Dataset content Block Start

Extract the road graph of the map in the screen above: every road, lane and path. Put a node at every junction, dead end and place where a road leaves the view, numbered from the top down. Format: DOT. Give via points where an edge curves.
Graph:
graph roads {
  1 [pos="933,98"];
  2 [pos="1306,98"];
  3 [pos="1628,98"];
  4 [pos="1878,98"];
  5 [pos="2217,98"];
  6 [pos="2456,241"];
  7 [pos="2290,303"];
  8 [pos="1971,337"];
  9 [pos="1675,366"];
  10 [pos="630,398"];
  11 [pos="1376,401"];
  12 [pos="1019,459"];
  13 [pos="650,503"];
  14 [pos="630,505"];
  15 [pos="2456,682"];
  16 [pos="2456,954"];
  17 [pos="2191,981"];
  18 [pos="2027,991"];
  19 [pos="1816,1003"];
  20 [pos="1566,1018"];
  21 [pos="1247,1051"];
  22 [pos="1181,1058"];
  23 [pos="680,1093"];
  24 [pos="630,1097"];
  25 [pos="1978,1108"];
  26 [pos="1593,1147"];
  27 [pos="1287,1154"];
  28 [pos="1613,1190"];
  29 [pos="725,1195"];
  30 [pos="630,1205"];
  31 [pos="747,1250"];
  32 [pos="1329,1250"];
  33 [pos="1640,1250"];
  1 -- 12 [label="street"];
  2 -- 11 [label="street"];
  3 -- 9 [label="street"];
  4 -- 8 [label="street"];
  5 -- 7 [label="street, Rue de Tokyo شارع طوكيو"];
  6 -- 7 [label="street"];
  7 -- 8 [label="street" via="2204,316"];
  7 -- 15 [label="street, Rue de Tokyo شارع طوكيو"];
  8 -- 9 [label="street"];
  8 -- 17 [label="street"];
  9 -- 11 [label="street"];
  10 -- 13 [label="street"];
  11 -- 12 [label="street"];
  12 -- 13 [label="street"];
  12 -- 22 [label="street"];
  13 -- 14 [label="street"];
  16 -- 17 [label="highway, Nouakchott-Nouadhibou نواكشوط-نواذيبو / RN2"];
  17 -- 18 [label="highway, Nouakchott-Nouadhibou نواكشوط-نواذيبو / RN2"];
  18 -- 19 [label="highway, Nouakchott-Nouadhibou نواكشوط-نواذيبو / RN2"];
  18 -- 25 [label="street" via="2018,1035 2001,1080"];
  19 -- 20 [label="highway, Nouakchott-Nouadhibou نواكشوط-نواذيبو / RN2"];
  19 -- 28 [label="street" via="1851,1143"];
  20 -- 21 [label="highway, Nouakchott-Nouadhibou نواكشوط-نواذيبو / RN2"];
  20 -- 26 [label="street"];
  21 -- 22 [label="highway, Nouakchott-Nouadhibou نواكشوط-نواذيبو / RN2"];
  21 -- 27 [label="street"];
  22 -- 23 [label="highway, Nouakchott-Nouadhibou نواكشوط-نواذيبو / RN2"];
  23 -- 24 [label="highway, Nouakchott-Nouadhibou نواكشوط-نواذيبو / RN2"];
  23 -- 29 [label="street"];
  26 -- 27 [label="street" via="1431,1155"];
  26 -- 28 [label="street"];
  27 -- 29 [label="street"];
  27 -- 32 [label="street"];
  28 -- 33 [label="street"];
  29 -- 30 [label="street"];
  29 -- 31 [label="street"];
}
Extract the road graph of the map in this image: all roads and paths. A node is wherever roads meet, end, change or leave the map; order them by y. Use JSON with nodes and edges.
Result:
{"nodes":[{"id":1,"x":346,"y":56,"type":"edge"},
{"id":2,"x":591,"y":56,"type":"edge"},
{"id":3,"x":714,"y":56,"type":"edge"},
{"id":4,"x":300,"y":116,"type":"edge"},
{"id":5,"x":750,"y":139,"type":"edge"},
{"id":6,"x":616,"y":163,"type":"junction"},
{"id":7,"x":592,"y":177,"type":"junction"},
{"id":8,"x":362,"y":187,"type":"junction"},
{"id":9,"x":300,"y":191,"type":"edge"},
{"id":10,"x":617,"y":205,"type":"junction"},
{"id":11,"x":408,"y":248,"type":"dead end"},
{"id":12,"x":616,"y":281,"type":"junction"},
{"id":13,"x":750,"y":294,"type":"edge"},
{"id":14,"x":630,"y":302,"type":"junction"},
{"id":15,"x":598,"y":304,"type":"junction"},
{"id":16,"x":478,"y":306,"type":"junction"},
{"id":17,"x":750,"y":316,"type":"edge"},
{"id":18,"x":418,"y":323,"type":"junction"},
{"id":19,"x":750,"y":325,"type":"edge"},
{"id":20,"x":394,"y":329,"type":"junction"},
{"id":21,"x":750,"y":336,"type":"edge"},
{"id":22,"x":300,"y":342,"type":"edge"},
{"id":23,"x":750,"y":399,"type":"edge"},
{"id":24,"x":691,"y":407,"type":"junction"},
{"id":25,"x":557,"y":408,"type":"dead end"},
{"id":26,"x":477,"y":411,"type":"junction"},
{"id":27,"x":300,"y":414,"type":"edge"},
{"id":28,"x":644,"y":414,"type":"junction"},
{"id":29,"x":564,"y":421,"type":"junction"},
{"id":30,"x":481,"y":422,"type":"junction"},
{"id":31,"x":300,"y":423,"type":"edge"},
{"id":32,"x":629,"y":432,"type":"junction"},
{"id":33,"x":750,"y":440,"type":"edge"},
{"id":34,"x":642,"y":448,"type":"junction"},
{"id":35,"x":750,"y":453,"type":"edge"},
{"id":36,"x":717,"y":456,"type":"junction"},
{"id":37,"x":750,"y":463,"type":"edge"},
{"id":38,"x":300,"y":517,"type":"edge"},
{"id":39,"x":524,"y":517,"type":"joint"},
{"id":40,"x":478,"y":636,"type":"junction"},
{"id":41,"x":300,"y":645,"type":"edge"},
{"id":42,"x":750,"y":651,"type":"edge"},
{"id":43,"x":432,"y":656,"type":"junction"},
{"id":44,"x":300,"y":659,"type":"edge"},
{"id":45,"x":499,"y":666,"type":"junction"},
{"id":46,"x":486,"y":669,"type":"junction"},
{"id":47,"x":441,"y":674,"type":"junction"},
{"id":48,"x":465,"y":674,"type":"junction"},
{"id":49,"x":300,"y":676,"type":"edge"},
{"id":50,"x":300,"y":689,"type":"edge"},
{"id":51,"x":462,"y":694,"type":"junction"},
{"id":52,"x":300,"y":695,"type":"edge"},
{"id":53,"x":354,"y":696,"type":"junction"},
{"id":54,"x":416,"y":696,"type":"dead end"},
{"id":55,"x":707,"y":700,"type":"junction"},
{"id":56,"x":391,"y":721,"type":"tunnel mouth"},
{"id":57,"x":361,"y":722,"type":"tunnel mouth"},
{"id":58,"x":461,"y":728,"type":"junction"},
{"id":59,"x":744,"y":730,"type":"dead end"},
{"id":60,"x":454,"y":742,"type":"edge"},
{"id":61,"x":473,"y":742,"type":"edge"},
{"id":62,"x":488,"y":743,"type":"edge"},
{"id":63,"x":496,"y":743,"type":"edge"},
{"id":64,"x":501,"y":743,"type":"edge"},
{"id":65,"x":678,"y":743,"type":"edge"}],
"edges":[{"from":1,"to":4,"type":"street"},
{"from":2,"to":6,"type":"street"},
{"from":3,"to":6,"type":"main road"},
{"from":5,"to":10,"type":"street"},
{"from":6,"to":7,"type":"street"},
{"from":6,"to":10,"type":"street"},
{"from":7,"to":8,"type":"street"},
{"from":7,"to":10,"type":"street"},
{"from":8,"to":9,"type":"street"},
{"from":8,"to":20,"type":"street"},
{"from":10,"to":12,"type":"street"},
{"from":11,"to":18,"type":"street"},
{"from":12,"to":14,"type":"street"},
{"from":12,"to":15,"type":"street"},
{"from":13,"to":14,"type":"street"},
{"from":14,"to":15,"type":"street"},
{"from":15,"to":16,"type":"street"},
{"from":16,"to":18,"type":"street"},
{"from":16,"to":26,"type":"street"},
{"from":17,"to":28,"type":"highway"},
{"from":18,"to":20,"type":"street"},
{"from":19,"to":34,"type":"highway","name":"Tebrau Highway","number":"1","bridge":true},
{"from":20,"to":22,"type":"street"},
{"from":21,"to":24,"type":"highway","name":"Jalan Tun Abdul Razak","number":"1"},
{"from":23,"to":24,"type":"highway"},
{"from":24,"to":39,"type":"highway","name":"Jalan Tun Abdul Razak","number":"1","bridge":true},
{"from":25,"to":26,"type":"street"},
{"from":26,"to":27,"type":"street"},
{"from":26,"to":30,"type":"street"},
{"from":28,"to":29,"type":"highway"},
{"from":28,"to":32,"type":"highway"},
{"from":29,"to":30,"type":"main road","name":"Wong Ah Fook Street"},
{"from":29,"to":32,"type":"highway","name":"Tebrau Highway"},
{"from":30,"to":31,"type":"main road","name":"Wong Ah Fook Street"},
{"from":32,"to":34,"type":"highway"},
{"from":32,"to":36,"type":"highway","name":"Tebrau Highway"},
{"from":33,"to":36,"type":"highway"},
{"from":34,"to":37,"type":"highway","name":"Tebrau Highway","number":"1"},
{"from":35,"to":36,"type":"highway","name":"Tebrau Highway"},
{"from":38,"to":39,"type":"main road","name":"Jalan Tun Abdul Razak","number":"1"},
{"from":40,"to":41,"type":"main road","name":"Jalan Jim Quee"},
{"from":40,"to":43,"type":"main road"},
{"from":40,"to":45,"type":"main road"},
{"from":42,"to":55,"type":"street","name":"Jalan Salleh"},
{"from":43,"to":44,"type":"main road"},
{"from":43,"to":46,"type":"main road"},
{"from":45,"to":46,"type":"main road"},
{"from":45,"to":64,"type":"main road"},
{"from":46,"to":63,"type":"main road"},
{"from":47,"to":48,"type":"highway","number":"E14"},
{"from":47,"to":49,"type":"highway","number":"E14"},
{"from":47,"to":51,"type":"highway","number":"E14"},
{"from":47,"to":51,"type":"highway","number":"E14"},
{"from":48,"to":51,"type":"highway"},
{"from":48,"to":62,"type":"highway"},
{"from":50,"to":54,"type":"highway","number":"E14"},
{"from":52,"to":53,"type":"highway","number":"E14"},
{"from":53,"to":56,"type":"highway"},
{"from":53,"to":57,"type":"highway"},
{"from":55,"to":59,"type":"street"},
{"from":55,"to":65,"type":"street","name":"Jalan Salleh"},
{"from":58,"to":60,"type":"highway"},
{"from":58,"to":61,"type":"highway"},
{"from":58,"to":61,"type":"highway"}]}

Dataset content Block End

Directions for this task — Work out how many lines in the records above include the string "Tokyo", and provide that figure with no other text.

Response to this task — 2